To even walk onto the grounds of Ewing Manor is to be transported to another time. Though the mansion is situated on a busy street, it is rare to hear any traffic sounds once inside the immense estate. The centerpiece, the 1929 Post -Victorian style manor, rises majestically in opulence and grandeur. This slightly L shaped chateau complete with an enchanting turret, whispers secrets of a lavish past graced by unfathomable wealth. An arched brick drive adorns the front of the house where chauffer driven luxury vehicles once dropped the likes of Adlai Stevenson, but now welcome a mixed bag of picnickers and tourists during all seasons. A quiet aura hovers over the estate in reverence to all who stroll the grounds. Gardens of glorious bursts of coordinated color blanket the complete scene with some areas devoted to regional floral expressions while yet others replicate serene Japanese flower beds. Trees form canopies of welcome shade throughout the park; limestone sculptures dot the vicinity, and each blade of grass aligns in perfect symmetry. Weaved like macramé within the lawns are cobblestone pathways which are softly lit in the evenings by shimmering lanterns. Visitors lounge in strategically placed gazebos and rest upon marble-like benches where they gaze at the grounds, including the loosely replicated Globe Theater itself.

All pathways around the mansion lead to the earthen colored stone and wooden open-air theater. To see Shakespearean characters come to life under billions of glittering stars on a blissful summer’s eve is to live a grand life indeed. A lighted catwalk overlooks the descending tiered seating where there is not a poor seat to be had. When lucky enough to be in the first few rows, it is possible to see the sweat gleam on the actors’ skin. The intimate experience allows patrons to feel amiable with one another; even long bathroom lines evoke brief friendships of knowing smiles and soft complimentary whispers. It was this that I dreamed of sharing with my children. So, I waited. And I waited and I waited. At respective ages of 18, 16, 13, and 11, it was time- and as Edmund in King Lear muses “The wheel has come full circle.’

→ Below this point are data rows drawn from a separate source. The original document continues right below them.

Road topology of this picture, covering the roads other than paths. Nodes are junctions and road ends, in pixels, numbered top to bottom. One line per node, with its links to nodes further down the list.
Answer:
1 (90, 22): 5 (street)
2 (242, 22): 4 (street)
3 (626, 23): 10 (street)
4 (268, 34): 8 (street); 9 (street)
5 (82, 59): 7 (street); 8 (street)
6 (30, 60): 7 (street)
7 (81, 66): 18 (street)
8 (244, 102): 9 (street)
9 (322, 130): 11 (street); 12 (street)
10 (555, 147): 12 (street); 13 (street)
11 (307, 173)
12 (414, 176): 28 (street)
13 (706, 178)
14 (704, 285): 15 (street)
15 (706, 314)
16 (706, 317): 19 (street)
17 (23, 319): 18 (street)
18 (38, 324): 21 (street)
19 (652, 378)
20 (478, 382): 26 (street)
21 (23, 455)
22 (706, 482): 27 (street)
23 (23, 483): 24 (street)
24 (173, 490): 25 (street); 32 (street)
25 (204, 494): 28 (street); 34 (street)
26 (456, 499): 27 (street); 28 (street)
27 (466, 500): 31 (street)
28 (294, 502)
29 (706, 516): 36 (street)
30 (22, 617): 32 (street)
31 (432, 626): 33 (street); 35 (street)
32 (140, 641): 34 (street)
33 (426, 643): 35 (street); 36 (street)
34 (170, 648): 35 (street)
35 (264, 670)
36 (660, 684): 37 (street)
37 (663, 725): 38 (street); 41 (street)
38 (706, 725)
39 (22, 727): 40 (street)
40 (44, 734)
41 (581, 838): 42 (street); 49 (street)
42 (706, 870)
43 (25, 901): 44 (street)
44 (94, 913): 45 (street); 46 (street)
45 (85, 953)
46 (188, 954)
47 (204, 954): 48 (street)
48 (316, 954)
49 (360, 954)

Throughout the years, we always attended various theater productions so going to another was not a huge deal. However, those were mostly musicals such as The Wizard of Oz, Beauty and the Beast, Annie, consequently this experience would be quite different. To tell the family about our exciting event, I did what most moms do- I sent a group text and told everyone to add it to their calendar. And under no circumstances could a member not attend. I got several responses but the most poignant was “Well does Dad have to go?” “Of course, Dad is going and ‘have to’ is incorrect; he is thrilled to share this experience with all of us.” I did make one concession; I agreed to let Reagan’s boyfriend come. At the time, this was unchartered territory for our family, nonetheless, I was willing to take on the challenge.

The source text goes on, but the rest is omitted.